The SEC adopted a national market system plan to create a comprehensive database for all trading activity in the U.S. equity and options markets (the "consolidated audit trail" or "CAT" plan). The CAT plan, submitted jointly to the SEC by the national securities exchanges and FINRA (together, "SROs"), is intended to improve regulators' ability to conduct market research, market monitoring and market event reconstruction, and to identify and investigate market misconduct. The SEC Order approving the CAT plan was published in the Federal Register.

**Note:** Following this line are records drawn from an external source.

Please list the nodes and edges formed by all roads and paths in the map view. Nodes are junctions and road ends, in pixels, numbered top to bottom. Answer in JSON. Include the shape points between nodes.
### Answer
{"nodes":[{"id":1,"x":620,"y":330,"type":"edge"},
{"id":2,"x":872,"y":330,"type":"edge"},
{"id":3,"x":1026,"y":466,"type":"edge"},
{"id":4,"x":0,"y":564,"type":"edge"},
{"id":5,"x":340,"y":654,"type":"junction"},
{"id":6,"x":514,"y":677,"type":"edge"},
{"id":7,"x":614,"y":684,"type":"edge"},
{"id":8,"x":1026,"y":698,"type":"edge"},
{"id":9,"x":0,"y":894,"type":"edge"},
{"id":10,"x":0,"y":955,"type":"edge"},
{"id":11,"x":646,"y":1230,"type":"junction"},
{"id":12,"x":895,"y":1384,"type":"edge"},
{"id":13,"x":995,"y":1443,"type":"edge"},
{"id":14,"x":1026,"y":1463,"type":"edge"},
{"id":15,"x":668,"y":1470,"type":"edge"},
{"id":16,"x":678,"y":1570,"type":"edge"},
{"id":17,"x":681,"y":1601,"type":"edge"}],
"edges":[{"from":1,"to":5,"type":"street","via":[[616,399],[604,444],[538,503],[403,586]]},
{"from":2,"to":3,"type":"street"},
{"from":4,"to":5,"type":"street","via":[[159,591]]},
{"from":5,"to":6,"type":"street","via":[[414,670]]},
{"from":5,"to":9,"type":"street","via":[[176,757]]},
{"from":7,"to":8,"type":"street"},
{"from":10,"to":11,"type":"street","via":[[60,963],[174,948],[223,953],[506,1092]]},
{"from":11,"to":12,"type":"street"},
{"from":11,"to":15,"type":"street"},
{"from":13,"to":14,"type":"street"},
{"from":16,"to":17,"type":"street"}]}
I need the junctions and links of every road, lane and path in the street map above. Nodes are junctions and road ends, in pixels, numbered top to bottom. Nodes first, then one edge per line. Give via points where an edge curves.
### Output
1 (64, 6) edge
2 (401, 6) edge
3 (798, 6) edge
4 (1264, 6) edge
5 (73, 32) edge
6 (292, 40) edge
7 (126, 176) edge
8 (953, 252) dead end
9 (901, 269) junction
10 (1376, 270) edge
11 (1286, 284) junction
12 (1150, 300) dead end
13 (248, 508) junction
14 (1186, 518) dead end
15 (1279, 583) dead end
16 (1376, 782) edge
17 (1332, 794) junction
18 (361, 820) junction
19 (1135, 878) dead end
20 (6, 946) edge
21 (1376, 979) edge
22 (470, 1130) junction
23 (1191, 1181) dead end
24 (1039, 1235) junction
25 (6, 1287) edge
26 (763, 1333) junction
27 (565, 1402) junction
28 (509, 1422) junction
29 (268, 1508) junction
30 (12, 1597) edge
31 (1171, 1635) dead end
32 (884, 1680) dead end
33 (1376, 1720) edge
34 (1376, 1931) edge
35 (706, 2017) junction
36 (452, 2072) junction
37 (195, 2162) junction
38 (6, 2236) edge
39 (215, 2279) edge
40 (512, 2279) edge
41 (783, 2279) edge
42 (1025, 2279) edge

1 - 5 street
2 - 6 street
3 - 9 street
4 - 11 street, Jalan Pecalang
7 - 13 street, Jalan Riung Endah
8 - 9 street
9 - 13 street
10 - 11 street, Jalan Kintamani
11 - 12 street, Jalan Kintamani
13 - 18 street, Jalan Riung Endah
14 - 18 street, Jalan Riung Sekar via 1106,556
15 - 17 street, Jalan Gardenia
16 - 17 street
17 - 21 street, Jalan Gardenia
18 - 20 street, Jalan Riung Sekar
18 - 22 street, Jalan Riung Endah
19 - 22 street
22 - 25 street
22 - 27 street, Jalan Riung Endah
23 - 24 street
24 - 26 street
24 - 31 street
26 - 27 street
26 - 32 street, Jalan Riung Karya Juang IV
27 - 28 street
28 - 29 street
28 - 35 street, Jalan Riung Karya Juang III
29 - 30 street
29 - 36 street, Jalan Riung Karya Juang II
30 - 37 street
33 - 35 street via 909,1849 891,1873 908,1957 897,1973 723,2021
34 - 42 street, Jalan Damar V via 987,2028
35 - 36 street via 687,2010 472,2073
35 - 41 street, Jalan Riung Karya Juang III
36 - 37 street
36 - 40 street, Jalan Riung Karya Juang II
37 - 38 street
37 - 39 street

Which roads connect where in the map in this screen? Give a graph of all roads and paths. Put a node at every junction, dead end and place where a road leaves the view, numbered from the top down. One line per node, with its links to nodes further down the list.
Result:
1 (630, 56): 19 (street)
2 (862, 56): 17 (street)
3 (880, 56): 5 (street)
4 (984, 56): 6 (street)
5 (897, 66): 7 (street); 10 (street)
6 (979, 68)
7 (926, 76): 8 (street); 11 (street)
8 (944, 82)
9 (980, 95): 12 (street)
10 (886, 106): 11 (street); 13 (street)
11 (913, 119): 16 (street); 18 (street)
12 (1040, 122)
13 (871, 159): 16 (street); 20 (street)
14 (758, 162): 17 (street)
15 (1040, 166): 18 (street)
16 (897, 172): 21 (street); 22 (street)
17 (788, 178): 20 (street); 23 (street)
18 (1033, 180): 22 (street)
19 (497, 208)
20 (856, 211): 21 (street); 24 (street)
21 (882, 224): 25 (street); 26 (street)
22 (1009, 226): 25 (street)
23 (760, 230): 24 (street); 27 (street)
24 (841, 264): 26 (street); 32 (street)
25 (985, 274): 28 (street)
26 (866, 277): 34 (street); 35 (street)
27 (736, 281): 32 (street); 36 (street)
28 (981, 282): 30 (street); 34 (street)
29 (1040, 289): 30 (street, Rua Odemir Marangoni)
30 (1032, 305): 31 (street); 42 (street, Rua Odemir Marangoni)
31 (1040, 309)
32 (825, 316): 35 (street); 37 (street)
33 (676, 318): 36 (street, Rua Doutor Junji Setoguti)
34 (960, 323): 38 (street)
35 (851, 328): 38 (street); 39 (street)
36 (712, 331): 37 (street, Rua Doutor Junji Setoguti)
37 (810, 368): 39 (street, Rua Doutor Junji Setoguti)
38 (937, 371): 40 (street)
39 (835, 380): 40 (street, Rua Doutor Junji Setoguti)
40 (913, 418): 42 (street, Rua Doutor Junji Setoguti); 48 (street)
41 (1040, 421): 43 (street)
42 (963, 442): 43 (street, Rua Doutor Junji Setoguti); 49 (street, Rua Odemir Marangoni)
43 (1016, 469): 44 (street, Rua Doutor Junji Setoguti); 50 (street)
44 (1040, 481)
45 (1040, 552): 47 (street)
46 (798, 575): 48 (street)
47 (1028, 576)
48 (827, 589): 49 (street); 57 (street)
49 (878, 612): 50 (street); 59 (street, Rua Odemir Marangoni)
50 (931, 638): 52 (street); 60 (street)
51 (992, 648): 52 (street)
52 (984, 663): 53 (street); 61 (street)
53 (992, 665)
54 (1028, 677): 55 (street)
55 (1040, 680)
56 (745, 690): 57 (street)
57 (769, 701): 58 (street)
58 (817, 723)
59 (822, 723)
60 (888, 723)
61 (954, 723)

As previously reported, in response to public comments received on the initial proposal, the SEC modified several provisions of the CAT plan by: (i) strengthening security requirements (particularly those that concern personally identifiable data), (ii) tightening synchronization standards, (iii) enhancing CAT plan governance by expanding the membership of the advisory committee to include an additional institutional investor representative and the representative of a service bureau that provides CAT reporting services, and (iv) shortening the deadline for SROs to submit proposals for retiring regulatory data reporting systems that will be rendered obsolete by the CAT plan in order to minimize the burden of redundant reporting obligations for broker-dealers.

The SEC also stated that the SROs must select a plan processor within two months of approval. SROs are required to begin reporting within one year of plan approval, with large broker-dealers following suit within the year after, and small broker-dealers reporting within the year after that.